"Tut, tut, halo?"
"Hi, Hermione, ke mana aja kamu? Sudah seminggu ga nongol di kantor."
"Kak Nia seperti ga tahu aja, aku masih harus jaga bayi gede."
"Loh, bukannya Pak Steven sudah keluar dari rumah sakit?"
"Sudah pulang sejak dua hari yang lalu, tapi tetep aja aku masih harus bantu-bantu di rumahnya. Lagipula Kak Nia pasti sudah hafal kalau laki-laki sakit repotnya seperti apa."
"Ha, ha, ha, paham, paham. Suamiku kalau sakit flu lemesnya sudah seperti orang mau mati.”
“Persis,” sahutku setuju.
“Ya, walaupun begitu, percayalah kegiatan kamu terdengar lebih menyenangkan daripada di kantor. Tahu ga, selama Steven di rumah sakit, Madam Devil sendiri yang langsung turun tangan mengawasi kerjaan kita-kita. Tahu sendiri vibesnya seperti apa."
"Hahaha, sabar ya, Kak.”
Jujur, kalau untuk perkara ini aku cukup bersyukur. Menjauh dari Madam Devil adalah sebuah keberuntungan, walaupun bukan berarti kerjaanku di sini bisa dibilang menyenangkan juga. Menurutku vibes Steven ga jauh beda sama Bu Anna. Sama-sama rese dan menyebalkan.
“Kemarin aku kena semprot, untung ga sampai dipecat. Sial memang, enakan kamu berduaan sama cowo ganteng."

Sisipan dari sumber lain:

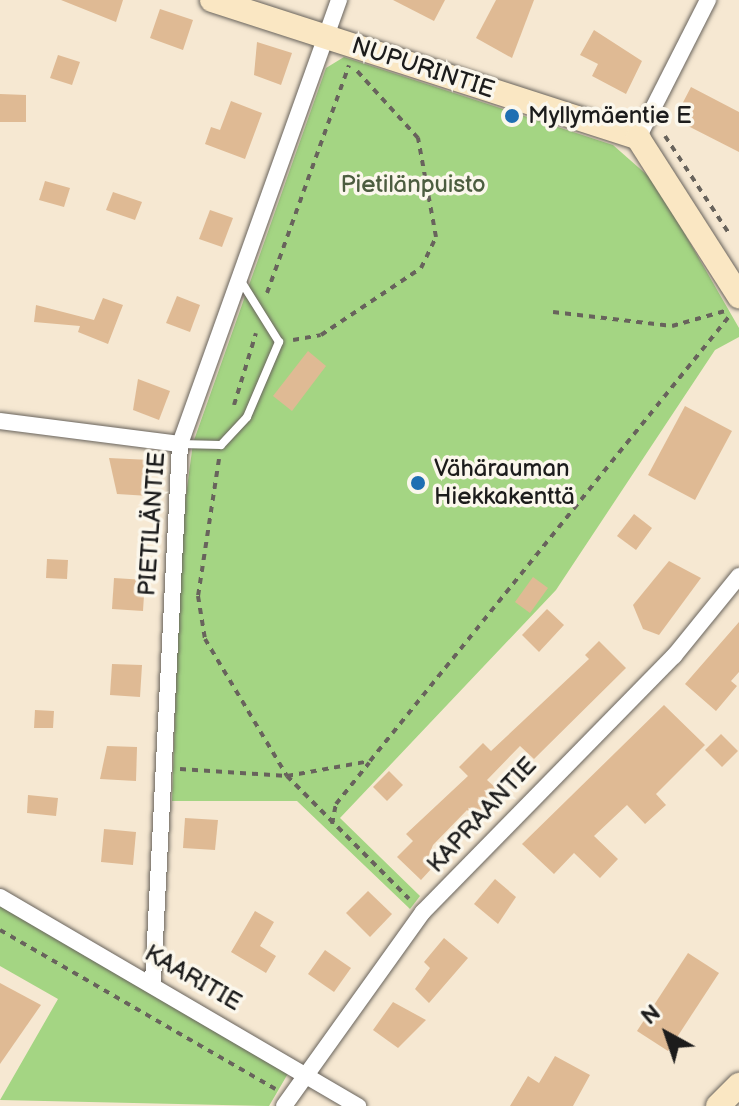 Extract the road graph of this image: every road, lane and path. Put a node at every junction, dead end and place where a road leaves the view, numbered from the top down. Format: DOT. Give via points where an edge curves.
graph roads {
  1 [pos="212,0"];
  2 [pos="339,0"];
  3 [pos="708,0"];
  4 [pos="323,36"];
  5 [pos="353,55"];
  6 [pos="638,138"];
  7 [pos="239,277"];
  8 [pos="739,296"];
  9 [pos="739,308"];
  10 [pos="262,310"];
  11 [pos="553,312"];
  12 [pos="279,342"];
  13 [pos="0,421"];
  14 [pos="180,444"];
  15 [pos="221,445"];
  16 [pos="739,576"];
  17 [pos="370,761"];
  18 [pos="162,768"];
  19 [pos="287,776"];
  20 [pos="332,824"];
  21 [pos="0,897"];
  22 [pos="423,912"];
  23 [pos="0,930"];
  24 [pos="153,981"];
  25 [pos="304,1073"];
  26 [pos="739,1085"];
  27 [pos="287,1102"];
  28 [pos="358,1106"];
  29 [pos="718,1106"];
  1 -- 4 [label="street, NUPURINTIE"];
  2 -- 4 [label="street, PIETILÄNTIE"];
  3 -- 6 [label="street"];
  4 -- 5 [label="street, NUPURINTIE"];
  4 -- 7 [label="street, PIETILÄNTIE"];
  5 -- 6 [label="street, NUPURINTIE"];
  5 -- 10 [label="path" via="310,158"];
  5 -- 12 [label="path" via="418,138 436,237 421,268 360,311 321,335"];
  6 -- 8 [label="street"];
  7 -- 10 [label="lane"];
  7 -- 14 [label="street, PIETILÄNTIE"];
  9 -- 11 [label="path" via="672,326"];
  9 -- 17 [label="path" via="717,324 443,680"];
  10 -- 12 [label="lane"];
  10 -- 15 [label="path"];
  12 -- 15 [label="lane" via="247,417"];
  13 -- 14 [label="street"];
  14 -- 15 [label="lane"];
  14 -- 18 [label="street, PIETILÄNTIE"];
  15 -- 19 [label="path" via="198,596 205,639"];
  16 -- 22 [label="street, KAPRAANTIE" via="674,656"];
  17 -- 19 [label="path"];
  17 -- 20 [label="path" via="336,804"];
  18 -- 19 [label="path"];
  18 -- 24 [label="street, PIETILÄNTIE"];
  19 -- 20 [label="path"];
  20 -- 22 [label="path"];
  21 -- 24 [label="street, KAARITIE"];
  22 -- 25 [label="street, KAPRAANTIE"];
  23 -- 27 [label="path"];
  24 -- 25 [label="street, KAARITIE"];
  25 -- 27 [label="street, KAPRAANTIE"];
  25 -- 28 [label="street, KAARITIE"];
  26 -- 29 [label="street"];
}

"Ya tapi, sesungguhnya itu bukan jobdesk aku. Aku melamar ke Ruanna untuk jadi arsitek bukan suster perawat," keluhku.
"Makanya, kreatif sedikit. Coba menyelam sekaligus minum air. Jangan cuma jadi asisten, sekalian aja ngelamar jadi pacar Steven. Jadi, jagain dia masuk jadi jobdesk kamu juga, hahaha," kata Kak Nia. Aku tahu dia cuma bercanda, hanya saja ….
"Ih, amit-amit. Jangan sampai!" kataku mengungkapkan kejujuran isi hati.
"Hahaha, jangan begitu! Nanti beneran suka, loh. Aku tahu, dia rese dan nyebelin, tapi, sepertinya dia jinak kalau sama kamu. Eh, udah dulu ya, Madam Devil datang! Aku bisa kena SP kalau ngegosip lama-lama di telepon. Eh, sampai lupa…, data yang kamu minta sudah aku email, coba di cek sudah masuk belum."
"Baiklah, Kak Nia! Thanks ya, nanti aku cek.”
“Ok, Hermione. CU next time."
“CU Kak Nia.” Dan sambungan telepon kami pun terputus.
“Yang benar saja, Steven, jinak? Tidak mungkin!" keluhku dalam hati. Kalau saja kak Nia tahu, bekerja dengan Steven benar-benar menguras emosiku selama satu minggu ini.
Dia memang tidak banyak bicara, tapi sekalinya buka mulut, dia hanya membuatku kesal. Minta ini minta itu, ambilkan ini itu, sesungguhnya aku mau-mau saja menuruti perintahnya, masalahnya waktu tidak bisa berhenti. Deadline pekerjaanku tetap jalan terus.
Bayangkan saja harus konsen mendesain sekaligus mengurus semua keperluannya, bahkan menyediakan obat-obatan yang harus diminumnya. Aku tidak tahu ini kebiasaan semua lelaki atau cuma makhluk itu saja. Jangankan ingat waktu, dia bahkan tidak tahu obat apa saja yang harus diminum jika tidak disodorkan di depan muka.
Sekarang paham, kenapa seminggu terakhir ini kepalaku terasa mau pecah? Mendesain bangunan sambil menjaga bayi gede. Untungnya pekerjaanku selesai tepat waktu, dan hari ini adalah hari yang telah kami sepakati. Steven akan memeriksa desainku, dan sejujurnya itu membuatku sedikit nervous.
Kira-kira, bagaimana kalau hari ini suasana hatinya sedang buruk? Atau … bagaimana jika dia tidak suka dengan hasil akhirnya? Apa yang harus kulakukan?
Oh, ayolah Sandra! Kenapa kamu jadi kehilangan kepercayaan diri? Kamu bisa, kamu pasti bisa! Aku segera menarik nafas, mengumpulkan banyak keberanian untuk berjalan menuju kantor pribadinya.
Aku segera mengetuk pintu ruangannya perlahan, membuka pintu sambil membawa semua gambar desain yang telah diprint ke lembar A3.